[Collected data]
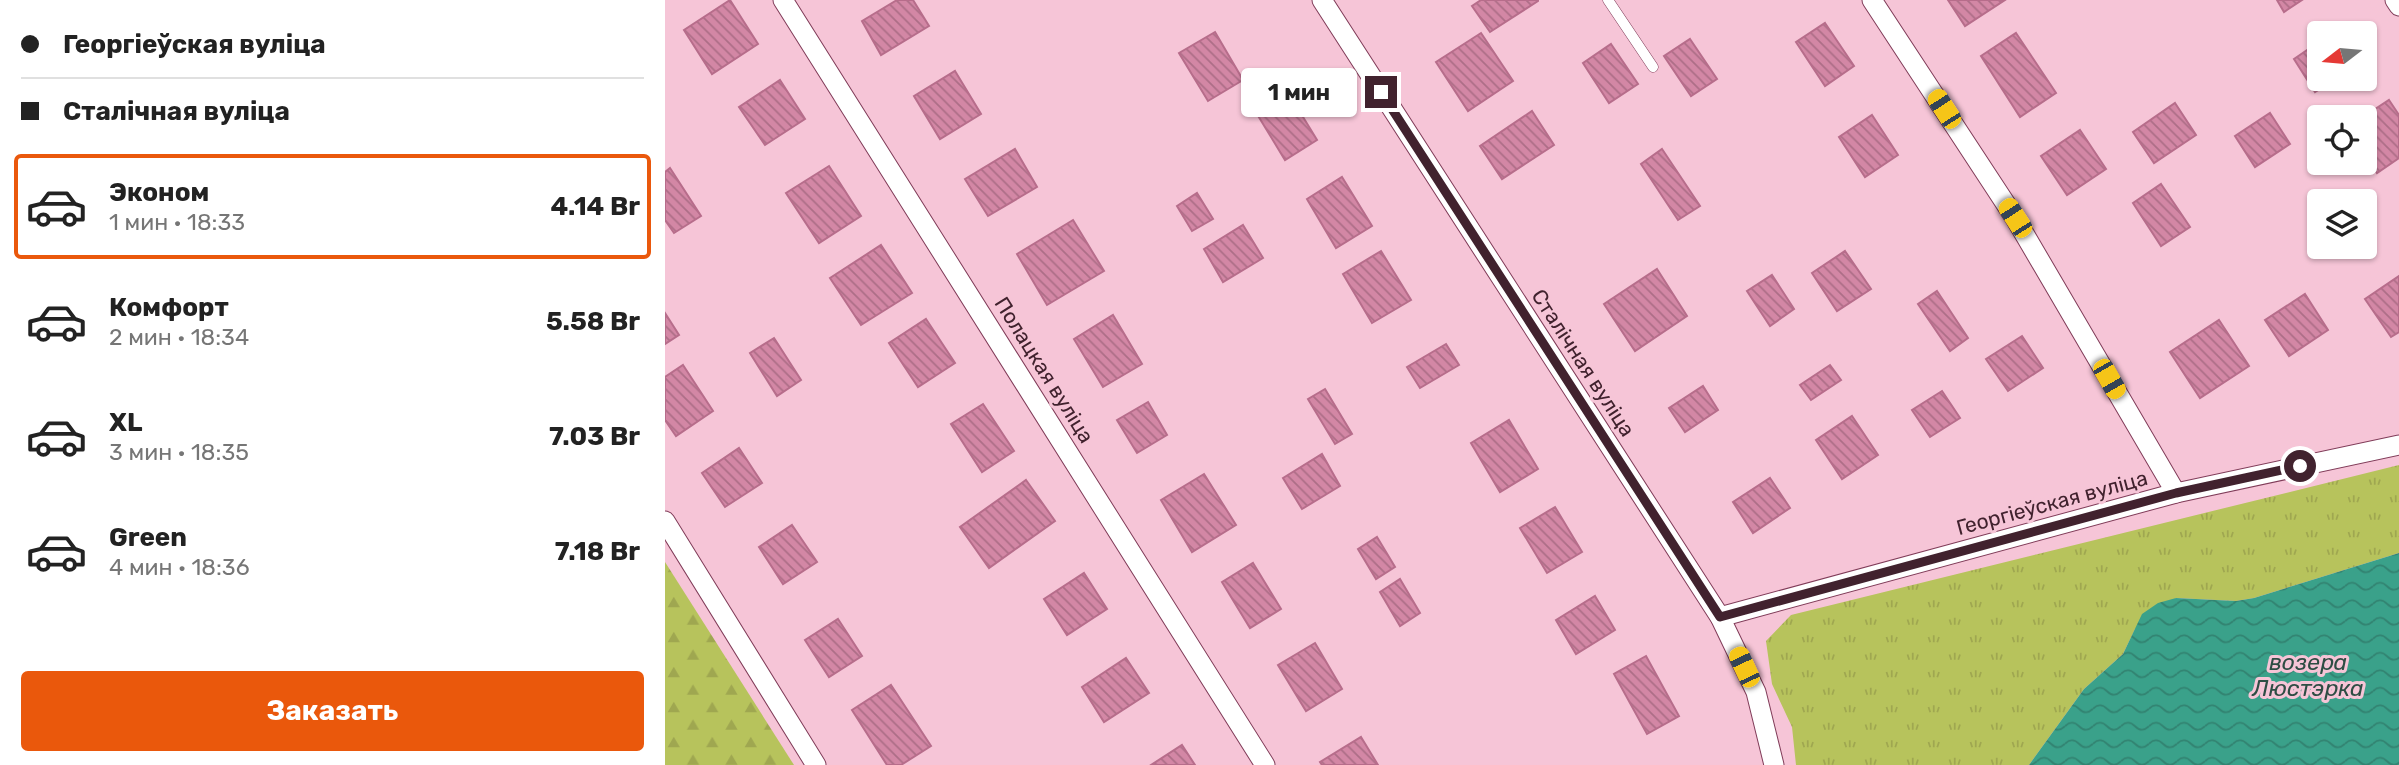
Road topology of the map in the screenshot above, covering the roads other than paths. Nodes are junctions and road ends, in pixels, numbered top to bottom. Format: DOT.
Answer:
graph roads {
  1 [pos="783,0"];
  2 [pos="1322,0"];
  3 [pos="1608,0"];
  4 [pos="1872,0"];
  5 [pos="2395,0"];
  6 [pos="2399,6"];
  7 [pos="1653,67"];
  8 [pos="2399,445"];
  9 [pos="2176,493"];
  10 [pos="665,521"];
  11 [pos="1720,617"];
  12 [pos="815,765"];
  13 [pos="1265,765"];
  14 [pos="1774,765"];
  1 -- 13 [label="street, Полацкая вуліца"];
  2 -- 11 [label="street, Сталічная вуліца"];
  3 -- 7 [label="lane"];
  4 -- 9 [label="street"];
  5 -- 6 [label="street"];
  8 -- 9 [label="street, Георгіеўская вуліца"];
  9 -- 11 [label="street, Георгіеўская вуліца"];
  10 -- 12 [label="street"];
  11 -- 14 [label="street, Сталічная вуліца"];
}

--

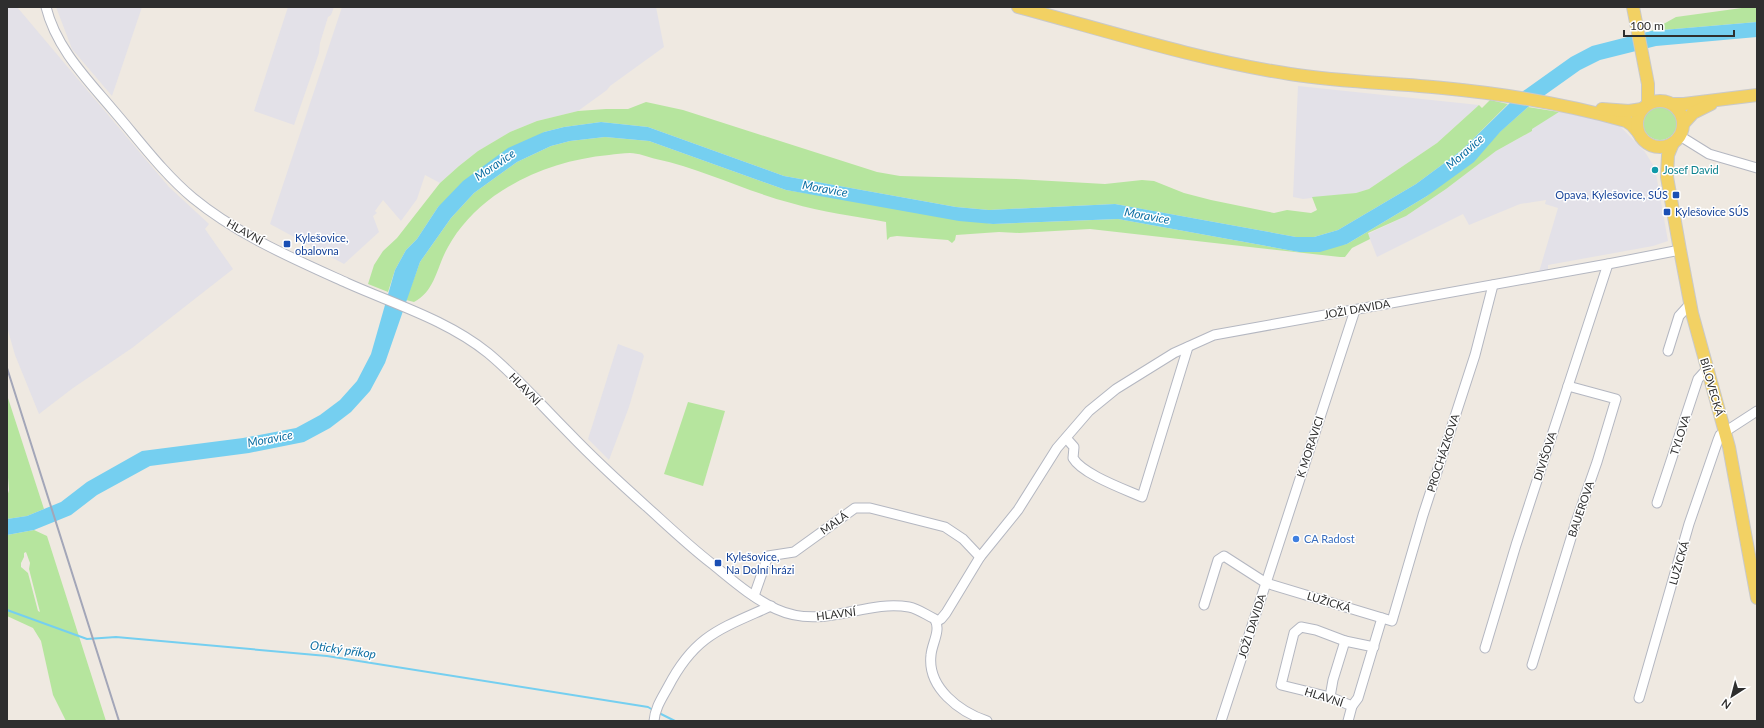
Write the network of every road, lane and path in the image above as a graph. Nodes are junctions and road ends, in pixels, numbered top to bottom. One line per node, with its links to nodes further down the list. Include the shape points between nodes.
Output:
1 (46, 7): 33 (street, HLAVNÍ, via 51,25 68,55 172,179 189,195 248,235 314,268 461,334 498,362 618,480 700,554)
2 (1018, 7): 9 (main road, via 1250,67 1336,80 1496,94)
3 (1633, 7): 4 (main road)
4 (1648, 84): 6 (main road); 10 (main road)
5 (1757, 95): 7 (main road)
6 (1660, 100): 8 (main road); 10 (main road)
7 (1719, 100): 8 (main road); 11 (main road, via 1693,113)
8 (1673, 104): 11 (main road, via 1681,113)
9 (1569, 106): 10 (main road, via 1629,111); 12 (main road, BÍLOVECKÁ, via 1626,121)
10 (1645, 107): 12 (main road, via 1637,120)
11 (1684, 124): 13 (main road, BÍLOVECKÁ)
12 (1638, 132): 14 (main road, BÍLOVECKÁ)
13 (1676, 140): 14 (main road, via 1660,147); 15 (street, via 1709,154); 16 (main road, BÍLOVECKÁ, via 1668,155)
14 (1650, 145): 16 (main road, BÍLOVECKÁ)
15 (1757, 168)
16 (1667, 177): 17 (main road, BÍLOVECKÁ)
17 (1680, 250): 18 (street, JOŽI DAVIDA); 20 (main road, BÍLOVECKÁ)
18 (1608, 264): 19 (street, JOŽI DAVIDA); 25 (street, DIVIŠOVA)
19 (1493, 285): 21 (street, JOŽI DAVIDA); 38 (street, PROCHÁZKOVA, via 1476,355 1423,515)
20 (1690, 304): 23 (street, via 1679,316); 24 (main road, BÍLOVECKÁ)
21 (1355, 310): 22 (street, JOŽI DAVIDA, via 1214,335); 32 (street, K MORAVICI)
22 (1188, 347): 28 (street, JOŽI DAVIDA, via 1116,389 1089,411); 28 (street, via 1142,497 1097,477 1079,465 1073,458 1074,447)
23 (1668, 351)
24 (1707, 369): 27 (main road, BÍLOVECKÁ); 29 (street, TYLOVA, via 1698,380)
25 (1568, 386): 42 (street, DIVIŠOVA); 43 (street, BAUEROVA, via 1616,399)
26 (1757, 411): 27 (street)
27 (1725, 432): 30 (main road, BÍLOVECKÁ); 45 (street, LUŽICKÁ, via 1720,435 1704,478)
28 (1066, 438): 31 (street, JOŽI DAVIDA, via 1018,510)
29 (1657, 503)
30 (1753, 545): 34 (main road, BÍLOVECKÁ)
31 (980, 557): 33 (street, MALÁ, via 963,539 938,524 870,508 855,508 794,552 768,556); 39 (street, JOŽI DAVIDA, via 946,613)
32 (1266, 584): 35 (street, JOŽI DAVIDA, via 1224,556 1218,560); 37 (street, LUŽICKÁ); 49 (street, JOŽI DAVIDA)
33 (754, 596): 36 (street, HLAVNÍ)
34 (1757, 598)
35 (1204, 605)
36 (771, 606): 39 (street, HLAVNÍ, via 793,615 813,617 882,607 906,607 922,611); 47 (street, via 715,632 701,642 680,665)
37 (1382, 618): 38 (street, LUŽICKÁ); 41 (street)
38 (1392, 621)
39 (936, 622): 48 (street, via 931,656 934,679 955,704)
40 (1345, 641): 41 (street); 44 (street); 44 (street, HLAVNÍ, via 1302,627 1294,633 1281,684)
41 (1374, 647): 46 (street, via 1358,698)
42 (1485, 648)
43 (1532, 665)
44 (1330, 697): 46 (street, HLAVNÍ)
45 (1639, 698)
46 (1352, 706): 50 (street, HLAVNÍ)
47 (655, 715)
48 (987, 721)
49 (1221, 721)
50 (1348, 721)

• WHAT TO WORK ON: Go through the data and show every line where "above" occurs.

• TASK RESPONSE:
Road topology of the map in the screenshot above, covering the roads other than paths. Nodes are junctions and road ends, in pixels, numbered top to bottom. Format: DOT.
Write the network of every road, lane and path in the image above as a graph. Nodes are junctions and road ends, in pixels, numbered top to bottom. One line per node, with its links to nodes further down the list. Include the shape points between nodes.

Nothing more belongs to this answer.